- **Your assignment**
Output the entries that follow character for character. Leave every image out.

(Collected data entries)
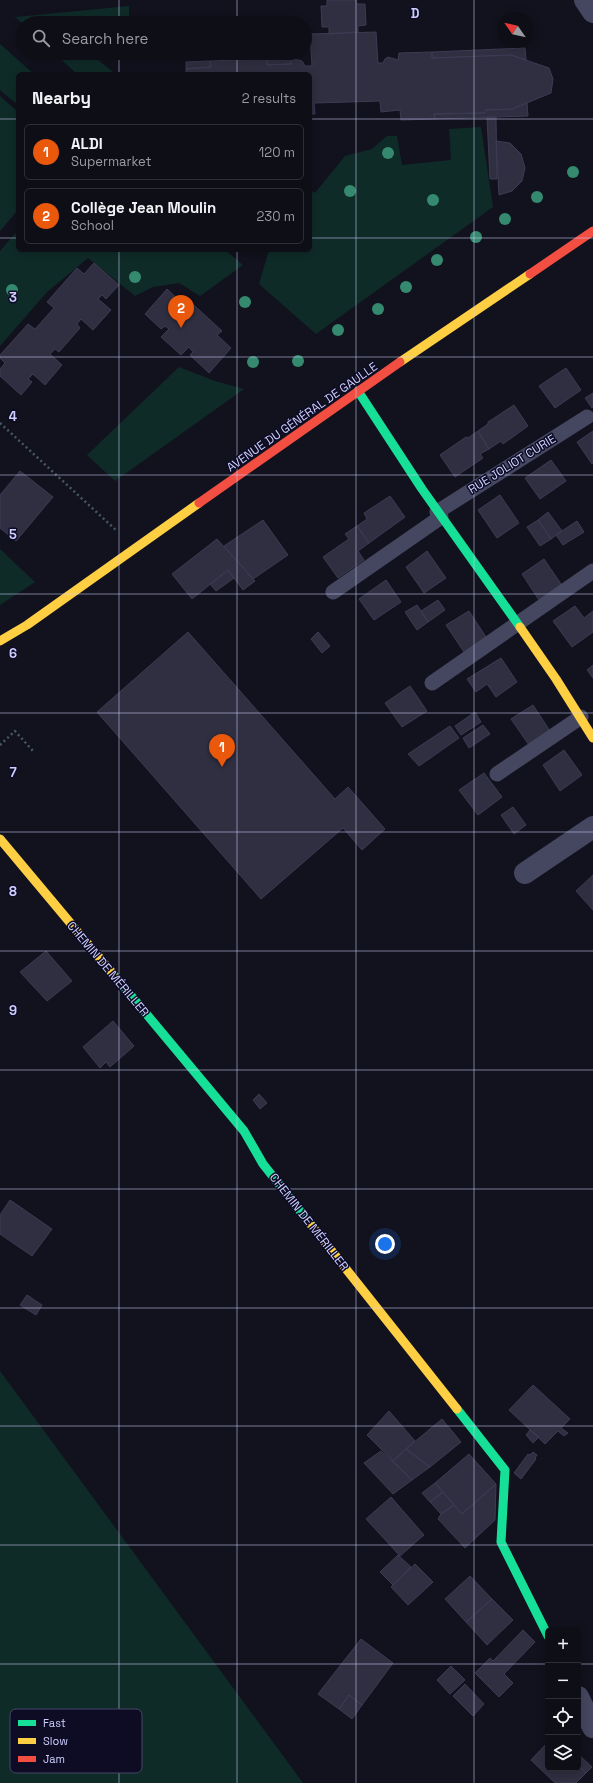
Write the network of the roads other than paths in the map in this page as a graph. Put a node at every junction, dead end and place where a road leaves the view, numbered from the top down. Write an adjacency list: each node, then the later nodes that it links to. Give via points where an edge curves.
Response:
1 (585, 0): 2 (street)
2 (593, 12)
3 (593, 231): 4 (street, AVENUE DU GÉNÉRAL DE GAULLE)
4 (358, 392): 6 (street); 10 (street, AVENUE DU GÉNÉRAL DE GAULLE)
5 (587, 417): 6 (lane, RUE JOLIOT CURIE)
6 (439, 514): 8 (lane, RUE JOLIOT CURIE); 9 (street)
7 (593, 571): 9 (lane)
8 (333, 592)
9 (517, 624): 13 (lane); 14 (street)
10 (27, 625): 11 (street, AVENUE DU GÉNÉRAL DE GAULLE); 12 (street, AVENUE DU GÉNÉRAL DE GAULLE)
11 (0, 641)
12 (0, 650)
13 (432, 683)
14 (581, 717): 15 (street); 16 (lane)
15 (593, 738)
16 (497, 774)
17 (593, 827): 19 (street)
18 (0, 839): 20 (street, CHEMIN DE MÉRILLER, via 244,1131 263,1164 505,1470 501,1542)
19 (525, 873)
20 (545, 1630)
21 (579, 1699): 22 (street)
22 (593, 1727)

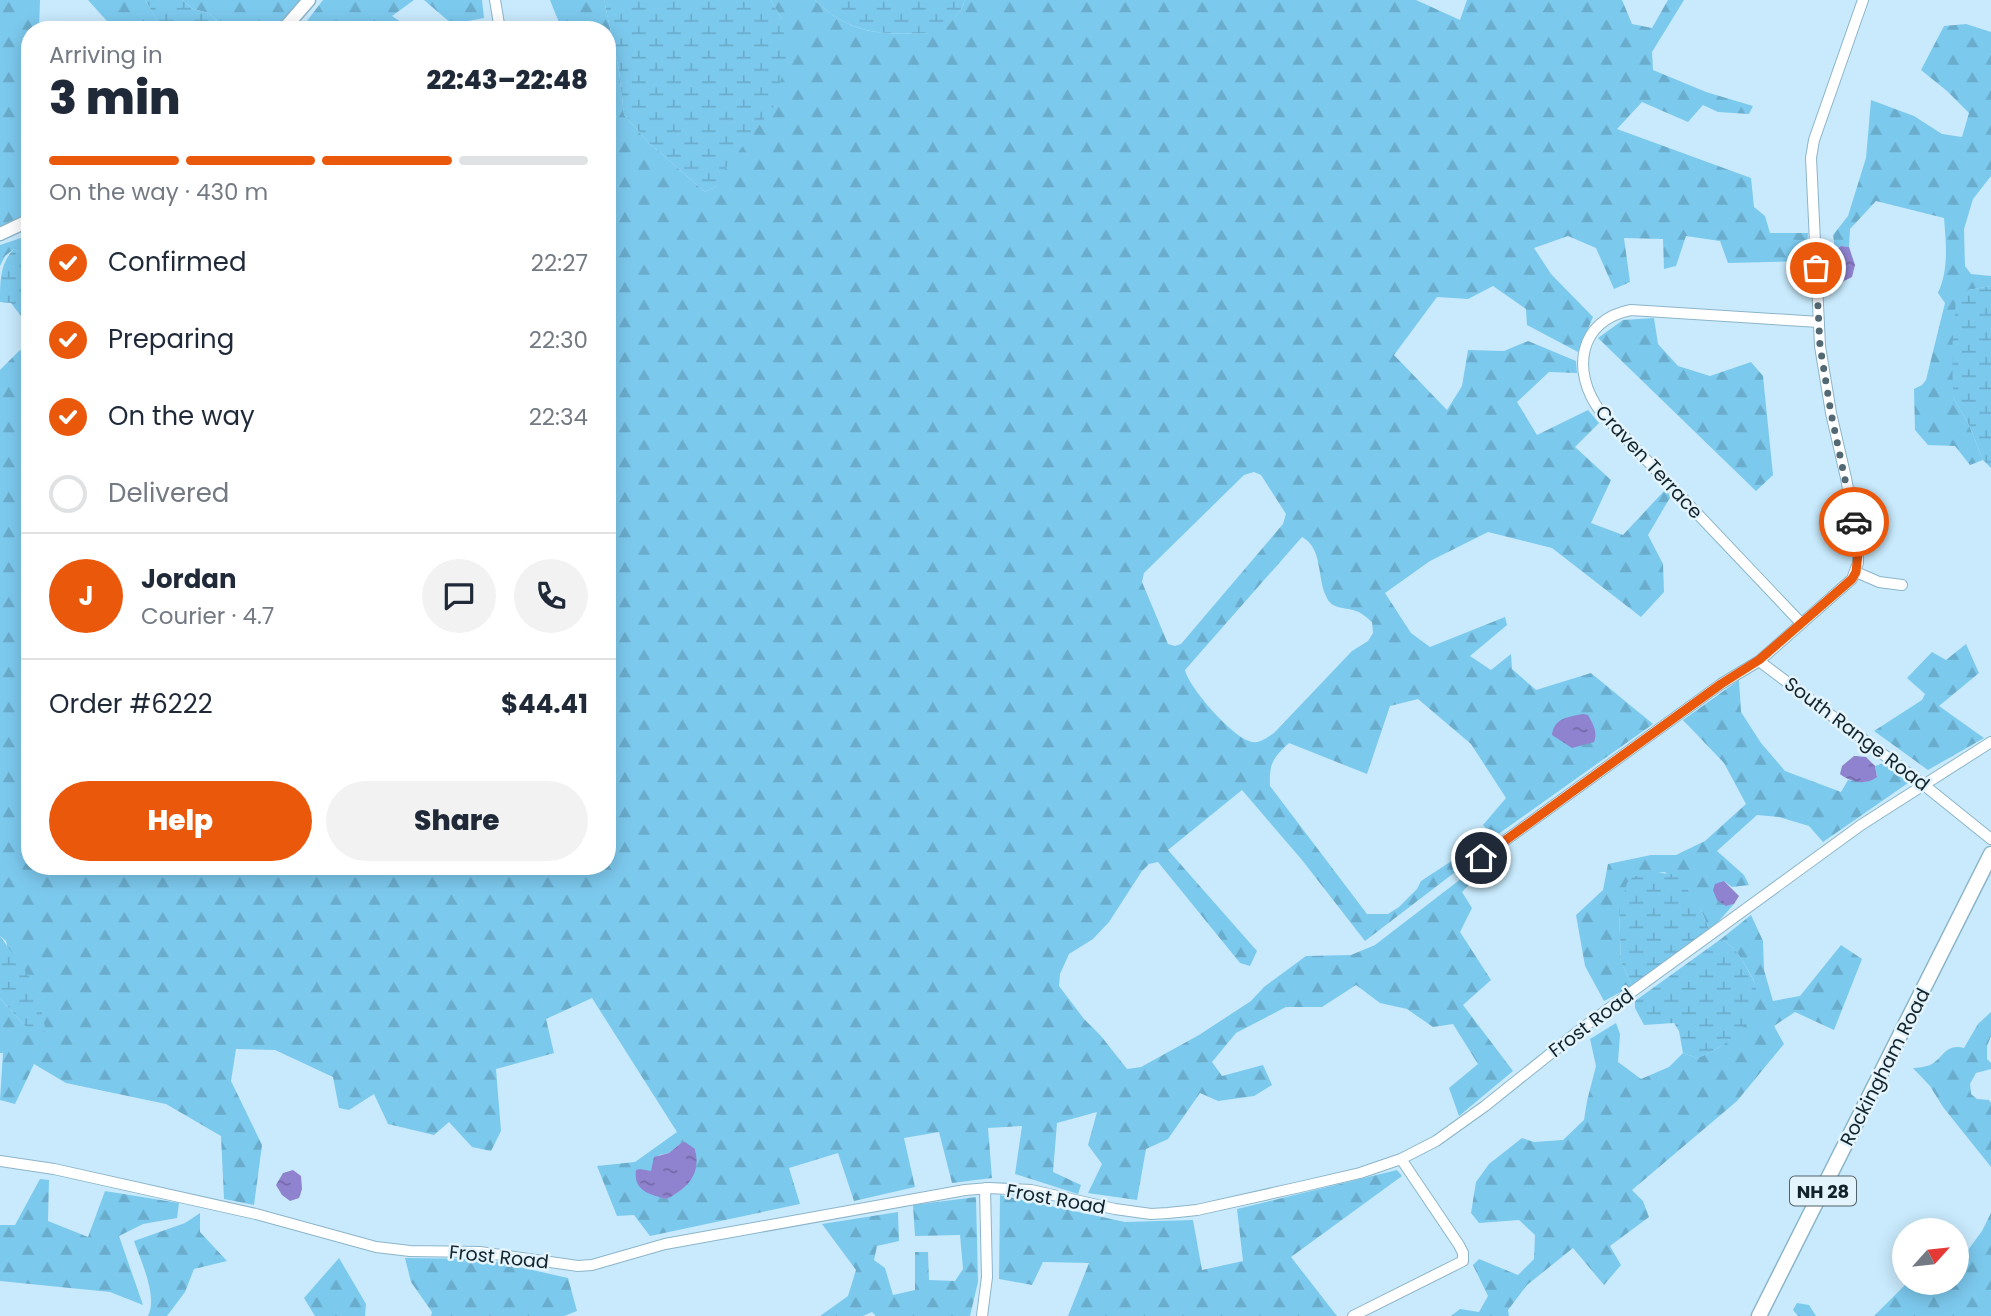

- **Result of this exercise**
Write the network of the roads other than paths in the map in this page as a graph. Put a node at every junction, dead end and place where a road leaves the view, numbered from the top down. Write an adjacency list: each node, then the later nodes that it links to. Give via points where an edge curves.
Response:
1 (585, 0): 2 (street)
2 (593, 12)
3 (593, 231): 4 (street, AVENUE DU GÉNÉRAL DE GAULLE)
4 (358, 392): 6 (street); 10 (street, AVENUE DU GÉNÉRAL DE GAULLE)
5 (587, 417): 6 (lane, RUE JOLIOT CURIE)
6 (439, 514): 8 (lane, RUE JOLIOT CURIE); 9 (street)
7 (593, 571): 9 (lane)
8 (333, 592)
9 (517, 624): 13 (lane); 14 (street)
10 (27, 625): 11 (street, AVENUE DU GÉNÉRAL DE GAULLE); 12 (street, AVENUE DU GÉNÉRAL DE GAULLE)
11 (0, 641)
12 (0, 650)
13 (432, 683)
14 (581, 717): 15 (street); 16 (lane)
15 (593, 738)
16 (497, 774)
17 (593, 827): 19 (street)
18 (0, 839): 20 (street, CHEMIN DE MÉRILLER, via 244,1131 263,1164 505,1470 501,1542)
19 (525, 873)
20 (545, 1630)
21 (579, 1699): 22 (street)
22 (593, 1727)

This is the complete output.